Reliability & Failover

Per-request upstream timeouts, automatic retries with exponential backoff, and routing a single model across multiple upstream clusters with failover or weighted load-balancing.

obleth can keep a model serving when a single upstream call is slow, fails transiently, or a whole cluster goes down. Three controls work together, all configured per model:

a per-request timeout that bounds how long any one attempt may run;
automatic retries with exponential backoff for transient failures; and
multiple endpoints — the same model fronted by several upstream clusters, selected by failover (priority order), load_balance (weighted), or session_hash (conversation-sticky).

All three are opt-in and additive: a model with none configured behaves exactly as before — one attempt against its api_base, bounded by the global timeout.

Per-request timeout

Every upstream attempt is wrapped in a timeout. By default it inherits the global OBLETH_UPSTREAM_TIMEOUT_SECS (300s, covering the full stream). Set a per-model request_timeout_secs to override it for slow or latency-sensitive routes; leave it null to use the global default.

curl -X PUT "${OBLETH_ADMIN_BASE_URL}/api/v1/models/$MODEL_ID/reliability" \
  -H "Authorization: Bearer $OBLETH_ADMIN_TOKEN" \
  -H "Content-Type: application/json" \
  -d '{
    "request_timeout_secs": 60,
    "max_retries": 2,
    "retry_backoff_ms": 200,
    "endpoint_selection_mode": "failover"
  }'

When an attempt exceeds the timeout, it counts as a retryable failure: obleth retries (if attempts remain) or fails over to the next endpoint. If every attempt times out, the client receives 504 Gateway Timeout.

Retries and backoff

max_retries (default 0) is the number of additional attempts against the same endpoint after the first one fails with a retryable error. retry_backoff_ms (default 200) is the base delay; it grows exponentially per attempt (base, base×2, base×4, …) and is capped at base×64.

attempt 0 → fail (retryable) → wait 200ms
attempt 1 → fail (retryable) → wait 400ms
attempt 2 → success

What counts as retryable

Only transient transport or overload conditions are retried or failed over. Client errors are returned immediately so a bad request isn't amplified into several upstream calls.

Outcome	Classification
Connection / DNS / transport error	Retryable
Timeout (per-request)	Retryable
HTTP `408`, `429`	Retryable
HTTP `500`, `502`, `503`, `504`	Retryable
HTTP `400`, `401`, `403`, `404`, `422` (any other 4xx)	Fatal — returned as-is
HTTP `2xx`	Success

Point of no return

Retries and failover only happen before the first response byte is streamed to the client. Once obleth has started forwarding the upstream response, the request is committed to that endpoint — a mid-stream failure surfaces to the client rather than silently restarting. This preserves correct streaming (SSE) semantics and avoids duplicate side effects.

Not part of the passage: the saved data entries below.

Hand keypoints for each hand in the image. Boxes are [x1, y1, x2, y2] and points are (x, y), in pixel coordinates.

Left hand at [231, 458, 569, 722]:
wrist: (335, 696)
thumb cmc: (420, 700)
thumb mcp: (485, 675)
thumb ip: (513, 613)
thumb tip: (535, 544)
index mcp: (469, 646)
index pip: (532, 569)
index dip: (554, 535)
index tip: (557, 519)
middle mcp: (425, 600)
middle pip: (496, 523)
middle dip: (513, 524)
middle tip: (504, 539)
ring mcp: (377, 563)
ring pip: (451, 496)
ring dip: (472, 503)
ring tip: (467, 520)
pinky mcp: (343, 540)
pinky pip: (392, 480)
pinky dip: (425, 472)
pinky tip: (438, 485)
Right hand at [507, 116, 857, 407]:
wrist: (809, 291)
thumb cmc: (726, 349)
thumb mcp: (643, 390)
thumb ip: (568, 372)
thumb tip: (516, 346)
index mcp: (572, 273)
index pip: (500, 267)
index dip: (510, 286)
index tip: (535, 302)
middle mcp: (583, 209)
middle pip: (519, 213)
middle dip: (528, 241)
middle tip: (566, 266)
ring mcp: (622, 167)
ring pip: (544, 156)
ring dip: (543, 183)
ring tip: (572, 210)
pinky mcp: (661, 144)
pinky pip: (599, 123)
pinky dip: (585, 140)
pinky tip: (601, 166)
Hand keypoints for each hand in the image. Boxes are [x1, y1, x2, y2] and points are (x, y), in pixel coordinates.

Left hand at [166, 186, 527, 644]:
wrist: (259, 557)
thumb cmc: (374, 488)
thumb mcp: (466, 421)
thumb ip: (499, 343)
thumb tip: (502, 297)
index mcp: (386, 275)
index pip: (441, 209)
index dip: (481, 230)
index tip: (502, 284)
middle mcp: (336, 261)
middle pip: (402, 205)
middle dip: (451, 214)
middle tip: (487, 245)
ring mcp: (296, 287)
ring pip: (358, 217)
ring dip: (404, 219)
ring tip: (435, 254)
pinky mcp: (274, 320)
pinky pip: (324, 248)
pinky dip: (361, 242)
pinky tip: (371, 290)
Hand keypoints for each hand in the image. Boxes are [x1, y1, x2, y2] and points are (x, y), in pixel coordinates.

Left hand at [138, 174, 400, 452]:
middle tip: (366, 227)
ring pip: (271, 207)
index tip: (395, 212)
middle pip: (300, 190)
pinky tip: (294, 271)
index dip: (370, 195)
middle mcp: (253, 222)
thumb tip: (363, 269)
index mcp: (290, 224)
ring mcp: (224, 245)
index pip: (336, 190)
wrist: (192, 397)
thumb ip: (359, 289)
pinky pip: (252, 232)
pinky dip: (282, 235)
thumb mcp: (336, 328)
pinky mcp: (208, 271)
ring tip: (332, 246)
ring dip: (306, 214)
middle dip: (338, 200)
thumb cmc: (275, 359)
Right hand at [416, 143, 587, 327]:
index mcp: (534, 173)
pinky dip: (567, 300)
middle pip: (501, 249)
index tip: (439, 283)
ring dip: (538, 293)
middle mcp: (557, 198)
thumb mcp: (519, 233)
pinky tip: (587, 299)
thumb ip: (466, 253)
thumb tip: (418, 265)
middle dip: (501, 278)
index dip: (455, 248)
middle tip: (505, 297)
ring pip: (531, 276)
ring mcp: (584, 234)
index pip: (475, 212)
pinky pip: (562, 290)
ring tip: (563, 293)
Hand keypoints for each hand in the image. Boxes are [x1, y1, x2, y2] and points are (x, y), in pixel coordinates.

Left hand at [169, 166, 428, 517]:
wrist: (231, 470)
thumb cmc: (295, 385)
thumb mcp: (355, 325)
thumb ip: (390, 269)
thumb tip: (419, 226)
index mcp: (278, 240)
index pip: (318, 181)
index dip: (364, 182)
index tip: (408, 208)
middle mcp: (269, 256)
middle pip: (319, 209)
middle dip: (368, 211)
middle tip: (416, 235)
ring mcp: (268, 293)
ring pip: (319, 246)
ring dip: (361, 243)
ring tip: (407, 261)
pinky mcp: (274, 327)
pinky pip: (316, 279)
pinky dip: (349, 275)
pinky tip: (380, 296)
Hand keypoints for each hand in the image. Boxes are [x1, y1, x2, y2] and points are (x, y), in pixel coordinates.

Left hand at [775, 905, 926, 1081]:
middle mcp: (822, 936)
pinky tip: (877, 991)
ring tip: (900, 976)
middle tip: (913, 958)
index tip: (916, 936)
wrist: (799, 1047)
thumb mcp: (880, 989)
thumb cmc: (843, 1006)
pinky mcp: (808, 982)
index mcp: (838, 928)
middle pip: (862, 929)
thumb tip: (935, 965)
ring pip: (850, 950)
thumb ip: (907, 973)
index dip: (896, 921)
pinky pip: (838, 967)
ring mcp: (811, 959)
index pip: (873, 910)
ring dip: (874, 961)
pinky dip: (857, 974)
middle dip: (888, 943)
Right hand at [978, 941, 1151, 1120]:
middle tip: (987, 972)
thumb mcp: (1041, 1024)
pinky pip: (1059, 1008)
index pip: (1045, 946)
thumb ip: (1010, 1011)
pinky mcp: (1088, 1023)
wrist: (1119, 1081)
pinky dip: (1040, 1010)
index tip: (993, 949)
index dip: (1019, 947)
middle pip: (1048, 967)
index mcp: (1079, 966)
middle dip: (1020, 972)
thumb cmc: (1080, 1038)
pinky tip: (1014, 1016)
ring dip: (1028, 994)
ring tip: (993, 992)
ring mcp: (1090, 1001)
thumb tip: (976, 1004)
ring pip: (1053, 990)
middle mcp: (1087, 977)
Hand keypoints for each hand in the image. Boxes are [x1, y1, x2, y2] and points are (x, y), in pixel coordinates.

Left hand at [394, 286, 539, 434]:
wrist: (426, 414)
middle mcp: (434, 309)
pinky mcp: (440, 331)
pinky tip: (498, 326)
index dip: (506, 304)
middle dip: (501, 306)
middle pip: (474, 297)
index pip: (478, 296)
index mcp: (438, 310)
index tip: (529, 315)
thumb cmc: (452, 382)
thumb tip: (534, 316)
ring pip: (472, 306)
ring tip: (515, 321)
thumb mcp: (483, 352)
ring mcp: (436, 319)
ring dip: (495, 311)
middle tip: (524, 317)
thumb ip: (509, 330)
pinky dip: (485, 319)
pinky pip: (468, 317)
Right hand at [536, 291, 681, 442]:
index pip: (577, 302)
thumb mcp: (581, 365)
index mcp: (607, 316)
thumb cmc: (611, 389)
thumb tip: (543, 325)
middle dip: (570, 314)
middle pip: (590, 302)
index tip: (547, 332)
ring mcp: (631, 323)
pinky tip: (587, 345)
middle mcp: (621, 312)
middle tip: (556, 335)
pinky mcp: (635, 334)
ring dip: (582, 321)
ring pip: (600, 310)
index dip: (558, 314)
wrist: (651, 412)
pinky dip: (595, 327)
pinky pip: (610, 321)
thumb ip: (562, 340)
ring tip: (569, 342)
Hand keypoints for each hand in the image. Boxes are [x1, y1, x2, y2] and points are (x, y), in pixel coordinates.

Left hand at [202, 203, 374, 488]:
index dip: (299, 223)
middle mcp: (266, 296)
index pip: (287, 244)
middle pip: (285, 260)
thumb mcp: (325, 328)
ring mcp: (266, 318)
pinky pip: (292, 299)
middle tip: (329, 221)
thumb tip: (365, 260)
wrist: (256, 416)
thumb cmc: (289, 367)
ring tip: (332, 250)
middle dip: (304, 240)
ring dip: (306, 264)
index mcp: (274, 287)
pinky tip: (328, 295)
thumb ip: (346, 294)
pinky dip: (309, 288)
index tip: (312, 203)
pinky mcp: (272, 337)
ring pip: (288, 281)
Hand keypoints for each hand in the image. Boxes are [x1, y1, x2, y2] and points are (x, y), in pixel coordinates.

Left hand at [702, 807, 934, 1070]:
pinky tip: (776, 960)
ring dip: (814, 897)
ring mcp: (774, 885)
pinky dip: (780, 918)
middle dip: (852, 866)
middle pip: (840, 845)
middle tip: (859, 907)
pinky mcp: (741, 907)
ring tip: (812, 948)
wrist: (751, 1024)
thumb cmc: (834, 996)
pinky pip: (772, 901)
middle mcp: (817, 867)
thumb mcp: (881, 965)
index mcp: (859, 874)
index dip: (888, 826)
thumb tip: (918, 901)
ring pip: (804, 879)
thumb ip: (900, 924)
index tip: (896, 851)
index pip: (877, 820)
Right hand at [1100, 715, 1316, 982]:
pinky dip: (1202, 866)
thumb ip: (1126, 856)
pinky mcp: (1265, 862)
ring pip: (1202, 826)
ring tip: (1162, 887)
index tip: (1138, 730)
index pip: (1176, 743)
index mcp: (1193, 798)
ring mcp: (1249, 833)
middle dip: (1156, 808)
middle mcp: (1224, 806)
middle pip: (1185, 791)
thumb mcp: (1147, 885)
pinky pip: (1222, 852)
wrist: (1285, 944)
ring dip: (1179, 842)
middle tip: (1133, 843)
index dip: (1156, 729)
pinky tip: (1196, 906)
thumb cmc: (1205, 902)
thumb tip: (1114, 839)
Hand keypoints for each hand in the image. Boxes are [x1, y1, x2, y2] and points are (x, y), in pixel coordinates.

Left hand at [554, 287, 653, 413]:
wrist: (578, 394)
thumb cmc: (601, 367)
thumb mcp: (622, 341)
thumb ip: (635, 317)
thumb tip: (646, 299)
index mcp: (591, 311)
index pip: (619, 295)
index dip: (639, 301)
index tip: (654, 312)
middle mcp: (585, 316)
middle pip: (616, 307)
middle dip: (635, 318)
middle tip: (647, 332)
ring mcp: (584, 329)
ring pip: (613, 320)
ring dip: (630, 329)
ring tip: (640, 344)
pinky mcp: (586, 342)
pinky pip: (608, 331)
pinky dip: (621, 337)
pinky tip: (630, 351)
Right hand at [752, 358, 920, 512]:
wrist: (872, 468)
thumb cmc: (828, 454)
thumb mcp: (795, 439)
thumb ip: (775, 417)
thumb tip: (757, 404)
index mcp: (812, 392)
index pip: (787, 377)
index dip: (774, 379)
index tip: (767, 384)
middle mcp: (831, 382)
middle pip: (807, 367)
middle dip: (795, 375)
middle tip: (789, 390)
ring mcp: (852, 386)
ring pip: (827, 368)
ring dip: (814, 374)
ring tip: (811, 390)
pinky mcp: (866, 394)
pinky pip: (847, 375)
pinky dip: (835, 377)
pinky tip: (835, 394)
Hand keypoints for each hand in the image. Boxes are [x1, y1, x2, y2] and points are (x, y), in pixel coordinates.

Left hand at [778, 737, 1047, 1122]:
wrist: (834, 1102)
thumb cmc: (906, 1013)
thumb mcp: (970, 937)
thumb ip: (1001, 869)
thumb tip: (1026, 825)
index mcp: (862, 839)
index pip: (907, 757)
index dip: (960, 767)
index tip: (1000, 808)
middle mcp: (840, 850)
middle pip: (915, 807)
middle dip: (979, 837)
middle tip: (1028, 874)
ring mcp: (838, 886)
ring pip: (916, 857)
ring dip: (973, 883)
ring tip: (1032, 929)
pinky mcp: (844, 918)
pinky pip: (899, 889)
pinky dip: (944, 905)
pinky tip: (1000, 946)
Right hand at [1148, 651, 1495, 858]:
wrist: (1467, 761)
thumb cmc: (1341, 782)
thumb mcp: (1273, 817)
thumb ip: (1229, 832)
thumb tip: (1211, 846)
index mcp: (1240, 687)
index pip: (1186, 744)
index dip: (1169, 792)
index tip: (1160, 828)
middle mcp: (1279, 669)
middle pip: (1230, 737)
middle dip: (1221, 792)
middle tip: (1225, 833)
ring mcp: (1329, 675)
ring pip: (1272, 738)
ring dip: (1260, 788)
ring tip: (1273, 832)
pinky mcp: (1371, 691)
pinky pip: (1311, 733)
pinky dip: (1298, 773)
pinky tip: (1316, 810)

Retries replay the JSON request body. Multipart routes (audio transcription/translation) are not replayable, so they always get a single attempt against the first endpoint — no retry, no failover.

A single fairshare permit and a single token-budget reservation cover the whole attempt sequence, so retries and failover never double-charge a tenant.

Multiple endpoints per model

A model can front several upstream clusters that all serve the same upstream_model — for example a primary and a standby cluster, or two regions behind one client-facing name. Each endpoint carries its own api_base, optional api_key, priority, weight, and enabled flag, plus its own health state.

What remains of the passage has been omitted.